Segment Start: Data provided

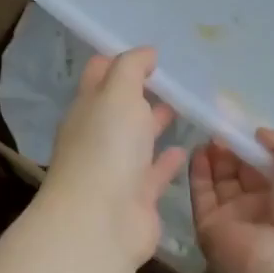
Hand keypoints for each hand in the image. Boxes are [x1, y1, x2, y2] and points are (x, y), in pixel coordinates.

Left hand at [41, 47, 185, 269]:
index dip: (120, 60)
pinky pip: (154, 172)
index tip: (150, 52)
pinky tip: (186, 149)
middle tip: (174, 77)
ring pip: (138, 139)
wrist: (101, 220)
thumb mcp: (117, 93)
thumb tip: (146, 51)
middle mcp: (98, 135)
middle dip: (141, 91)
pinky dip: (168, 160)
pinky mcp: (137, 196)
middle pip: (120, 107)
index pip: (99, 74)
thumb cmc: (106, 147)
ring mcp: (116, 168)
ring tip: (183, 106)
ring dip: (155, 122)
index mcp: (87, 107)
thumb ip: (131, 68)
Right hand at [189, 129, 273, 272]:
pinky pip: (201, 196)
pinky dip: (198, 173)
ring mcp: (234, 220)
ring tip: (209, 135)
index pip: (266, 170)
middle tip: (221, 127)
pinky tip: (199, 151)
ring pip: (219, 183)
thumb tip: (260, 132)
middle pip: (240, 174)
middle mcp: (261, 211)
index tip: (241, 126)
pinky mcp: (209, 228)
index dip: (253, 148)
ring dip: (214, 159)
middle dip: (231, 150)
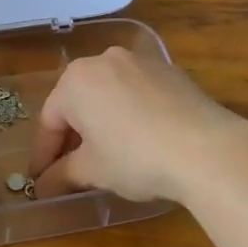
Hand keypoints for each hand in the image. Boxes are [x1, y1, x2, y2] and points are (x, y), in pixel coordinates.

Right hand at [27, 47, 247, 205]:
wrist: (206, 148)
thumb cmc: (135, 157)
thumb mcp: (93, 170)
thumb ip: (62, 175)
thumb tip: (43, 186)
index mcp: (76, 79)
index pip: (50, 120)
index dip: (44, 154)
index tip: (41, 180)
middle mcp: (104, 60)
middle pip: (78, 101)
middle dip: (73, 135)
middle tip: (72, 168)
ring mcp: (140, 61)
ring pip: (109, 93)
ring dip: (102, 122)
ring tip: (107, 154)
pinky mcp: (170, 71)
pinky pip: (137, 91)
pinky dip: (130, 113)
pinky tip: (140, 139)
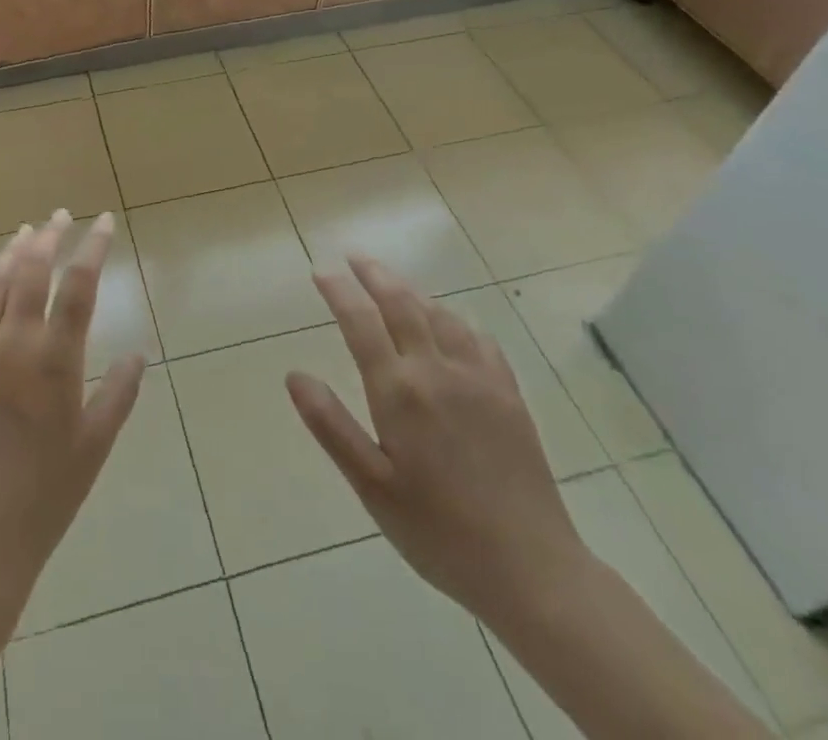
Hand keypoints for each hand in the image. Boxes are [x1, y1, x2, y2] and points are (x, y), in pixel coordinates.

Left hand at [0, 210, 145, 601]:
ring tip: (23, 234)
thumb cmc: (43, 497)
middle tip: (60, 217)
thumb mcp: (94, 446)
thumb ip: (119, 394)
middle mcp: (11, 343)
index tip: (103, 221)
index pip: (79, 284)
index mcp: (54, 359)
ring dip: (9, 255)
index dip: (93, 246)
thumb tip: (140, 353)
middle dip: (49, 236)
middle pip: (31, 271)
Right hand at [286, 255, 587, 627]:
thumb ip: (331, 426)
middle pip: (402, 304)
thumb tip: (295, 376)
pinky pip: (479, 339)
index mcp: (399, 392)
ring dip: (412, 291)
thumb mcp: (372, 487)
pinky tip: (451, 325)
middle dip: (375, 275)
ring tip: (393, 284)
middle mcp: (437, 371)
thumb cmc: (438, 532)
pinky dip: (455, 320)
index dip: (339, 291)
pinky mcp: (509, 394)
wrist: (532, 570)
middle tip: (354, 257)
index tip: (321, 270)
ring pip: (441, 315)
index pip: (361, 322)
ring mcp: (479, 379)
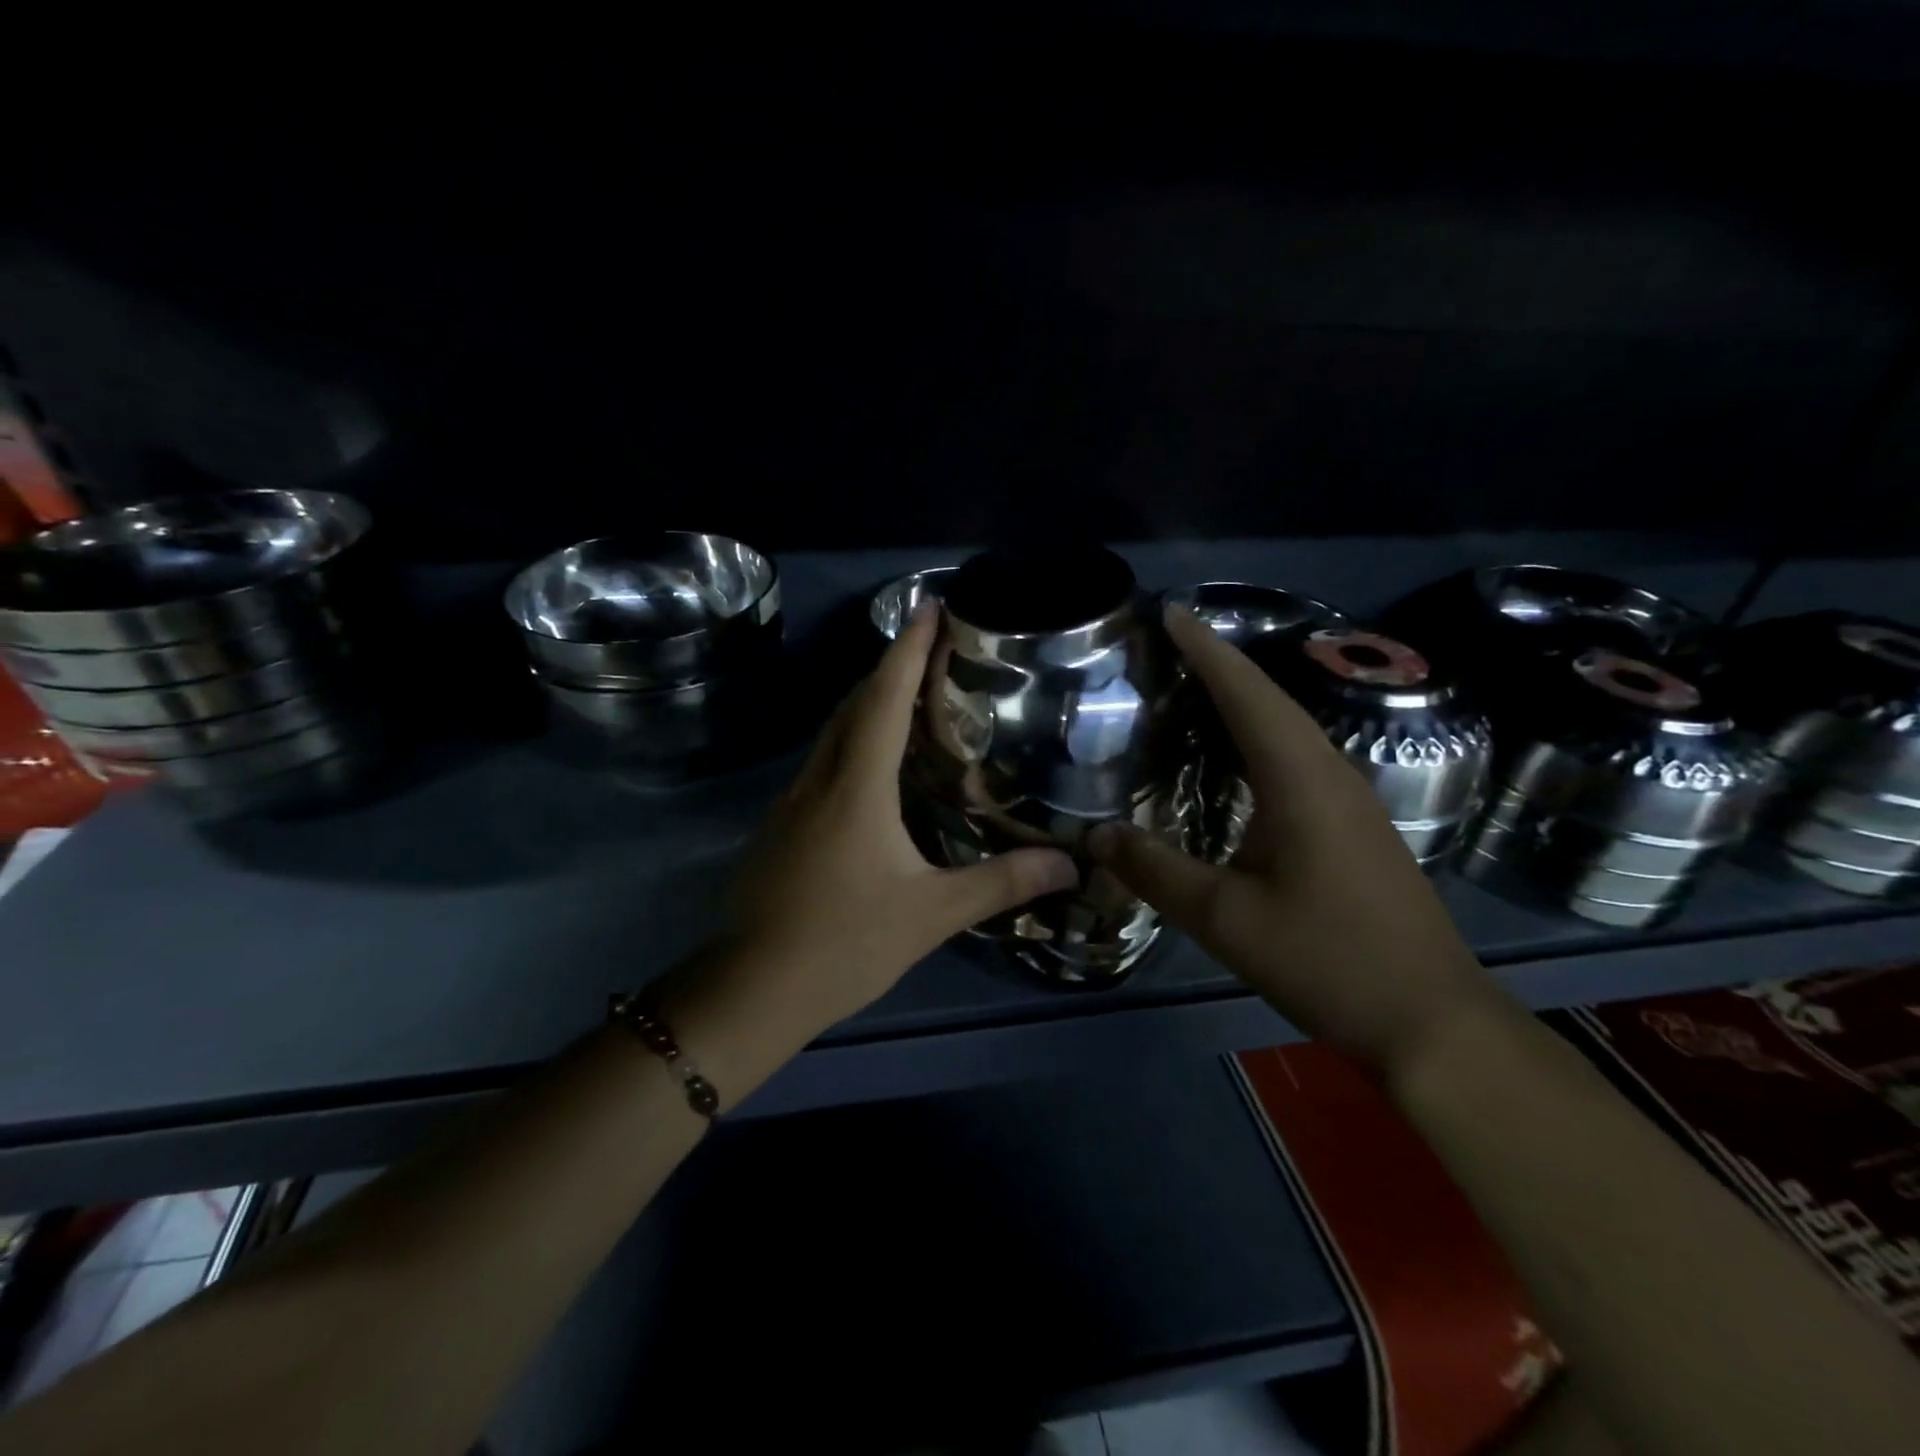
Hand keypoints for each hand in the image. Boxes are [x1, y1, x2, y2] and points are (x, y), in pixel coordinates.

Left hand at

Segment End: Data provided
Segment Start: Data provided

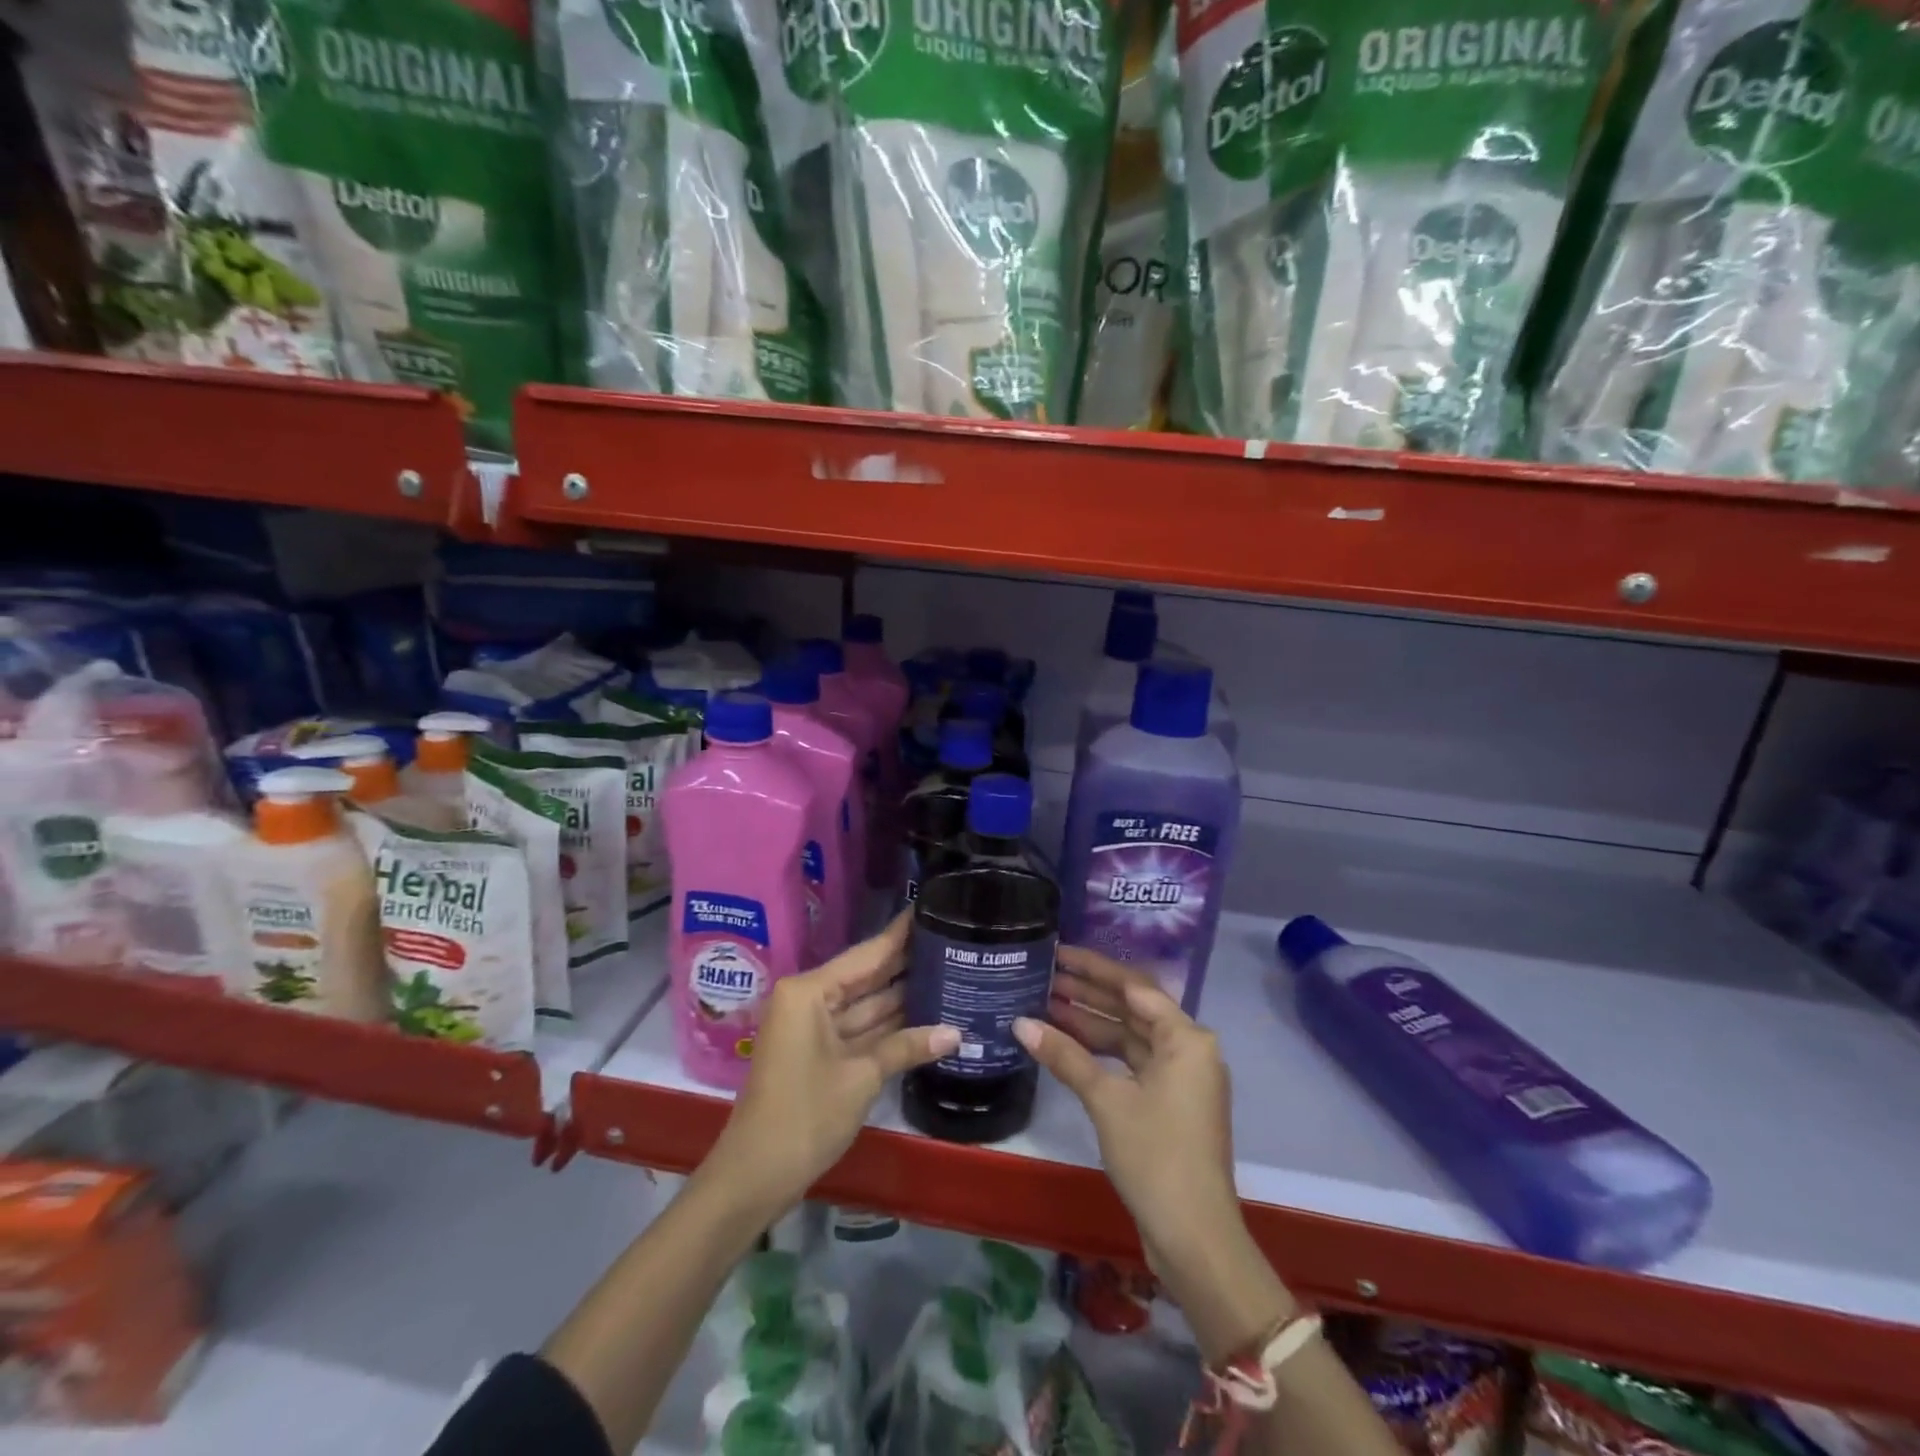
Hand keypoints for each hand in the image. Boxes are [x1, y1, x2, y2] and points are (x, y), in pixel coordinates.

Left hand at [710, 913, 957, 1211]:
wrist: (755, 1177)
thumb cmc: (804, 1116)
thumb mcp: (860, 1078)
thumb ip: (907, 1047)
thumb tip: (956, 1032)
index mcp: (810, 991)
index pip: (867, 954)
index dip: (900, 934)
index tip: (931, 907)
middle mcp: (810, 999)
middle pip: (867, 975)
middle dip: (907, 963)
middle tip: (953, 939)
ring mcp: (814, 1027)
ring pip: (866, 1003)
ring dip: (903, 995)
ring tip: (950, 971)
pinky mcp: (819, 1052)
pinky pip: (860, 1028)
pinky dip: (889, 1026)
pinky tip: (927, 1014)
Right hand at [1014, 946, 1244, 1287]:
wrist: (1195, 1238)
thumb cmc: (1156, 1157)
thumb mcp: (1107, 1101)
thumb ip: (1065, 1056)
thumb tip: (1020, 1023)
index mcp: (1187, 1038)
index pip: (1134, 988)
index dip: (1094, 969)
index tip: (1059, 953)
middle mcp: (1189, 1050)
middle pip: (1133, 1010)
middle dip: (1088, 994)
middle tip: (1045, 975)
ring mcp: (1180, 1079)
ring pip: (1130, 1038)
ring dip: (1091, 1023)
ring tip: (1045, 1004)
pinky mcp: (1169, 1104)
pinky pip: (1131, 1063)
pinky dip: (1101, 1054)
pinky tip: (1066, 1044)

Segment End: Data provided

Above, find the line with "pinky mcp: (137, 196)"; copy it and every line down to the line with "pinky tip: (140, 139)", exactly and both included, but no pictures.

pinky mcp: (137, 196)
middle pip: (120, 107)
index pip: (99, 74)
thumb cmc: (106, 147)
ring mcp: (116, 168)
ring tip: (183, 106)
ring dip: (155, 122)
index mcp: (87, 107)
thumb ip: (131, 68)
Right hand at [189, 129, 273, 272]:
pinky pip: (201, 196)
pinky dip: (198, 173)
ring mcp: (234, 220)
ring tip: (209, 135)
index pip: (266, 170)
middle tip: (221, 127)
pinky tip: (199, 151)
ring pip: (219, 183)
thumb tip: (260, 132)
middle pip: (240, 174)
middle mcp: (261, 211)
index tip: (241, 126)
pinky mcp: (209, 228)
index dip: (253, 148)
ring dip: (214, 159)
middle dip: (231, 150)
Hand keypoints for each hand in the image. Boxes are [x1, y1, x2, y2] and points are (x, y), in pixel coordinates.

Right hand at [27, 47, 247, 205]:
wrist: (206, 148)
thumb cmc: (135, 157)
thumb mcp: (93, 170)
thumb ip: (62, 175)
thumb tip: (43, 186)
index mcp: (76, 79)
index pip: (50, 120)
index dip: (44, 154)
index tip: (41, 180)
middle mcp: (104, 60)
middle pip: (78, 101)
middle dip: (73, 135)
middle tip: (72, 168)
ring mcp: (140, 61)
ring pip: (109, 93)
ring dip: (102, 122)
ring tip: (107, 154)
pinky mcp: (170, 71)
pinky pip: (137, 91)
pinky dip: (130, 113)
pinky tip: (140, 139)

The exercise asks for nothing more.